Migrantenmord: NSU-Prozess: Was haben wir aus dem NSU-Schock gelernt?

Friedrich Schorlemmer

„Was ich gelernt habe? Dass die Demokratie großzügig ihre Totengräber alimentiert. Die V-Männer werden geschützt, können neonazistische Überzeugungen ausleben, bekommen dafür noch Geld. Die staatlichen Organe wollen sich mit aller Kraft gegenseitig überbieten. Dabei führen die Geheimdienste ein Eigenleben und verachten die Demokratie.  Was der
Bundestagsuntersuchungsausschuss zutage gefördert und präsentiert hat, lässt vermuten, dass der Staat nicht sensibel ist, wenn es um Rechtsextremismus geht.
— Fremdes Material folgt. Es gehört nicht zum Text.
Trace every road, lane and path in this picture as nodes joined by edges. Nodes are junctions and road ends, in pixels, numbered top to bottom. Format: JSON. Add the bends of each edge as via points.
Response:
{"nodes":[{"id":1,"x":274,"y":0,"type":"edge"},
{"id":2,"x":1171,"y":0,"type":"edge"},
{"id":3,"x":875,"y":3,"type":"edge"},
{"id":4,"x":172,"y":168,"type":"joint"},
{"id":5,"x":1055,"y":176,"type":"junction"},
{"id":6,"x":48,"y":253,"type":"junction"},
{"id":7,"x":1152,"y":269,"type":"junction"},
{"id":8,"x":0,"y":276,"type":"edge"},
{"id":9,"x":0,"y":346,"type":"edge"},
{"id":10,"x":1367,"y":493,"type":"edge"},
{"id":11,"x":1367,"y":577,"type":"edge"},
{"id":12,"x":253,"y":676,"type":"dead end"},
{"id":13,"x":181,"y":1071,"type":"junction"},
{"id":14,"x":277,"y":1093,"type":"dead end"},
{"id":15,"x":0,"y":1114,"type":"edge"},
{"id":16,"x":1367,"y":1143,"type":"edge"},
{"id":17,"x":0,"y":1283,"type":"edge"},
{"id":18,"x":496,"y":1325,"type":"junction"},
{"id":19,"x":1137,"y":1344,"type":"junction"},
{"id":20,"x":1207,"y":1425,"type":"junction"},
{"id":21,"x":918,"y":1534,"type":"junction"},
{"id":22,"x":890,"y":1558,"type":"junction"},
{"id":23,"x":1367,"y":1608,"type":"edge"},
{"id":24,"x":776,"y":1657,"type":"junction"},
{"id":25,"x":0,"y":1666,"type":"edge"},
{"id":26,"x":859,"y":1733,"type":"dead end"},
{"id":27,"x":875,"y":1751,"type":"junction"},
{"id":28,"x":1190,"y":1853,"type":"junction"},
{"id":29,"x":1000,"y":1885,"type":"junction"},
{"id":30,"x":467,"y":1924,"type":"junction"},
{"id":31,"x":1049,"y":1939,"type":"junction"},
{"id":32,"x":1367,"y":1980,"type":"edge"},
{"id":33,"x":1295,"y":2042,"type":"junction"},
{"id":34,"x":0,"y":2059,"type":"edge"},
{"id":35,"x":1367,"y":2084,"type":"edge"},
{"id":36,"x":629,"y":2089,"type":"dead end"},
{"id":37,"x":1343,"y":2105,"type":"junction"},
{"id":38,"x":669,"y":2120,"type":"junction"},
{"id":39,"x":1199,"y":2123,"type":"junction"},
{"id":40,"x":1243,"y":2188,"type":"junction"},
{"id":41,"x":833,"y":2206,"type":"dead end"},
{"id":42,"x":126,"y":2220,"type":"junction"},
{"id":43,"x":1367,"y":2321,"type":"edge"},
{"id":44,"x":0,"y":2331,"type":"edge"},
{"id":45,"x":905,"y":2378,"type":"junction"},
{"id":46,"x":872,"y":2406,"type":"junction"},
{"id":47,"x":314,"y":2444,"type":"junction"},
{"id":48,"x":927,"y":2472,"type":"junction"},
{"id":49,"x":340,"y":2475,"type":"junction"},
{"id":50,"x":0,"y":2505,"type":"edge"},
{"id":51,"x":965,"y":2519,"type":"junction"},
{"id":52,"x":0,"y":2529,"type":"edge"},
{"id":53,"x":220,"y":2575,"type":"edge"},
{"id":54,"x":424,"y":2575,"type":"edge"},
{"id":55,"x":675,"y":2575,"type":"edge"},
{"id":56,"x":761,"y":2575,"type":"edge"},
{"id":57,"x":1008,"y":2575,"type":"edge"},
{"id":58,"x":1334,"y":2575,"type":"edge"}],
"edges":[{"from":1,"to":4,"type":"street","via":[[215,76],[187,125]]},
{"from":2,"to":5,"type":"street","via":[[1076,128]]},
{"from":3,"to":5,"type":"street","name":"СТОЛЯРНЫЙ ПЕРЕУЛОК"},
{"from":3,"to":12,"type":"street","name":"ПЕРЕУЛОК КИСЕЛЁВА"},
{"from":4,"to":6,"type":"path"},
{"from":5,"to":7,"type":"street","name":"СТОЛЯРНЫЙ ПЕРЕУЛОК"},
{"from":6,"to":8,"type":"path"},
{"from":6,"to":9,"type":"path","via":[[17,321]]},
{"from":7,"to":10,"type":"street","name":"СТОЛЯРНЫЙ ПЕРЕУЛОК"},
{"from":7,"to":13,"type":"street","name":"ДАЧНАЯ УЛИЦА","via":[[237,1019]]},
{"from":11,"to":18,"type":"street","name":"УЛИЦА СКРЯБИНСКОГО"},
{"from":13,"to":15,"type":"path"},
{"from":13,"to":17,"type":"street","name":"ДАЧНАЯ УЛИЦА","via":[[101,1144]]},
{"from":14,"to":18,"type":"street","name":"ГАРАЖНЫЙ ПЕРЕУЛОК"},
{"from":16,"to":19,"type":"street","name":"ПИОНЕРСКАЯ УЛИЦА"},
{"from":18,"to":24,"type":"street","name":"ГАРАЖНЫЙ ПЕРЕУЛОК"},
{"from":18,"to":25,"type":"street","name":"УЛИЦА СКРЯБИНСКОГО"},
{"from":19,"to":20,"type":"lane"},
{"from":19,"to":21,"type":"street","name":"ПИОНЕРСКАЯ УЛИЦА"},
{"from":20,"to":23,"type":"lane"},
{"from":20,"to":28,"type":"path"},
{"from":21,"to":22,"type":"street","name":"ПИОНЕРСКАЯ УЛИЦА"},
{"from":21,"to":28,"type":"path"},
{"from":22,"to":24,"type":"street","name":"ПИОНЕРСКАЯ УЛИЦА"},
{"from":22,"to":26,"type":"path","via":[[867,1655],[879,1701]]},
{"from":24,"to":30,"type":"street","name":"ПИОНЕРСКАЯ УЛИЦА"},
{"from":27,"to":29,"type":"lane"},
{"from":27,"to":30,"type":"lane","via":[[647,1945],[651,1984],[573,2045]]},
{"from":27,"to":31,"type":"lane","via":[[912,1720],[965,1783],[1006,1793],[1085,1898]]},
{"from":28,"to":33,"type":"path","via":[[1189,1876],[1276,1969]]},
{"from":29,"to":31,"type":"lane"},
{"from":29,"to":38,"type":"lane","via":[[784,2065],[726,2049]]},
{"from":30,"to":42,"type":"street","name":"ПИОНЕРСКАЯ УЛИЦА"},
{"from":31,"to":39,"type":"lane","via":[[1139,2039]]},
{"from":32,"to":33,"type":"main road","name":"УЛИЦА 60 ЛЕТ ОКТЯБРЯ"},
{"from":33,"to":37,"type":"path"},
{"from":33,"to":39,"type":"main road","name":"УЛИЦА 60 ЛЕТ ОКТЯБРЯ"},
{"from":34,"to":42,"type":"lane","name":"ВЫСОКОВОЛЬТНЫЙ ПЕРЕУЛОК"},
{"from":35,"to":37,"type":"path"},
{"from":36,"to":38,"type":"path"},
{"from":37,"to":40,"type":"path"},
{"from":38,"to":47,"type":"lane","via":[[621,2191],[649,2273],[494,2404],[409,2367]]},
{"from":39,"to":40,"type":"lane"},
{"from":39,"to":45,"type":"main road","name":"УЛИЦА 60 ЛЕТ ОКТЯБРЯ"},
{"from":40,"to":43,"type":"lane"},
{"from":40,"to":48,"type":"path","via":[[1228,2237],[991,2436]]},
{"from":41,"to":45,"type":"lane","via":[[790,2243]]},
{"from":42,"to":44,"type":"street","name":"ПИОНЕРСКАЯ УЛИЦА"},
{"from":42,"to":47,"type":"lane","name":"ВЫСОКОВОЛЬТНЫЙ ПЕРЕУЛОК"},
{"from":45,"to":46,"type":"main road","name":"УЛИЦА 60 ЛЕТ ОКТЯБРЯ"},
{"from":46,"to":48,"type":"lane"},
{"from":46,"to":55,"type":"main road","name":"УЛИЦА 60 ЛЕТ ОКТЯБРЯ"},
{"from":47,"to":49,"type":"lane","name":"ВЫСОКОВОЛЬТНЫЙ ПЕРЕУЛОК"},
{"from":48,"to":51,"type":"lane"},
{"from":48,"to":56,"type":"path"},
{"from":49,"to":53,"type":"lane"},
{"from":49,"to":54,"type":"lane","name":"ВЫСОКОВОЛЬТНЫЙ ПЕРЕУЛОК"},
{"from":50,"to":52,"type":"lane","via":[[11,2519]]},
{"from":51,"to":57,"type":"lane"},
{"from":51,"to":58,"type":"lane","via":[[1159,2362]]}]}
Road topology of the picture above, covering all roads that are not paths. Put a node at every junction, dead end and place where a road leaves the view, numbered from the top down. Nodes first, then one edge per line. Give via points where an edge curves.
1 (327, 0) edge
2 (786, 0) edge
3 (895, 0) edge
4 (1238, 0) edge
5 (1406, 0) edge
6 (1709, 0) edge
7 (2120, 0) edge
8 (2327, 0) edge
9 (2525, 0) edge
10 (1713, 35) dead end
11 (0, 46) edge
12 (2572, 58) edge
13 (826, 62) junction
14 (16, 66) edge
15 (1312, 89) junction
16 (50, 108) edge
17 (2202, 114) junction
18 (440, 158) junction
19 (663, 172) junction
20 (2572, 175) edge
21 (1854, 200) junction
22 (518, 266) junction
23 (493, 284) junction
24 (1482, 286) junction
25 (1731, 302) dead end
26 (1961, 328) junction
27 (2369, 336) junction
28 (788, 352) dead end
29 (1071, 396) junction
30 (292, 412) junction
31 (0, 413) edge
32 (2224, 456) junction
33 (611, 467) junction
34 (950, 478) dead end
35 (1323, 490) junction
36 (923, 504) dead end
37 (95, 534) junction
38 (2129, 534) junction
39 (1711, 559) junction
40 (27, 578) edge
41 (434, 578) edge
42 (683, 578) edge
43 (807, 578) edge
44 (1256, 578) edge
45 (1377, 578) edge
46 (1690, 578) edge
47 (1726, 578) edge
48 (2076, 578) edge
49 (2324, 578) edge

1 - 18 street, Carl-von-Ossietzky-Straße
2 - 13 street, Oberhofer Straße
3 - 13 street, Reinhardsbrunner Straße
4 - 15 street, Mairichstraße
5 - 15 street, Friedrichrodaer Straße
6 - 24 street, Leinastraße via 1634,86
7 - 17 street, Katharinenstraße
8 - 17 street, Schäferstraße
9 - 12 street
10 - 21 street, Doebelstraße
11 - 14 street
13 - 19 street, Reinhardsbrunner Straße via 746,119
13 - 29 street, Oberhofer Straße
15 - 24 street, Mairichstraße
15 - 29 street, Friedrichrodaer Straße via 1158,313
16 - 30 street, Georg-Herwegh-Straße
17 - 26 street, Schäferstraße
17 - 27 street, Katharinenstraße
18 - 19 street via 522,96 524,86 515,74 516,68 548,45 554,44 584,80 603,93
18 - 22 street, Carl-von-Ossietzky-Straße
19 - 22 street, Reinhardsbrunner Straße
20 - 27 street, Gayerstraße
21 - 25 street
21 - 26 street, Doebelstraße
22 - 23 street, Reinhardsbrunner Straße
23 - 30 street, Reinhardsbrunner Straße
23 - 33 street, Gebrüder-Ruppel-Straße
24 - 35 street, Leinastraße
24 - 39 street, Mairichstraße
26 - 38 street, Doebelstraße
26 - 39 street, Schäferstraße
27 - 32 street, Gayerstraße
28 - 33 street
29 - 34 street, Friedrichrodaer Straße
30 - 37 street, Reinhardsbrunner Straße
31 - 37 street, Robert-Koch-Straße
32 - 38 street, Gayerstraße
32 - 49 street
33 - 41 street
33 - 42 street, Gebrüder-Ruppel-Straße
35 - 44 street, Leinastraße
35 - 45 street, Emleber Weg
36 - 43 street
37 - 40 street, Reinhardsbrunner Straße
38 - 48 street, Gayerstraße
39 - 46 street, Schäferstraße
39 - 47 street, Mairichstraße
Und der Kampf gegen Neonazis wird durch Schein-Debatten überdeckt, politisches Klein-Klein. Erst wurden die Taten als ›Döner-Morde‹ abgetan, jetzt konzentriert sich alles darauf, ob Türken Plätze im Gerichtssaal bekommen. Zehn Jahre, zehn Morde. Ich versetze mich in einen Deutschtürken. Ich bin fassungslos.“

Schorlemmer, 68, ist Theologe.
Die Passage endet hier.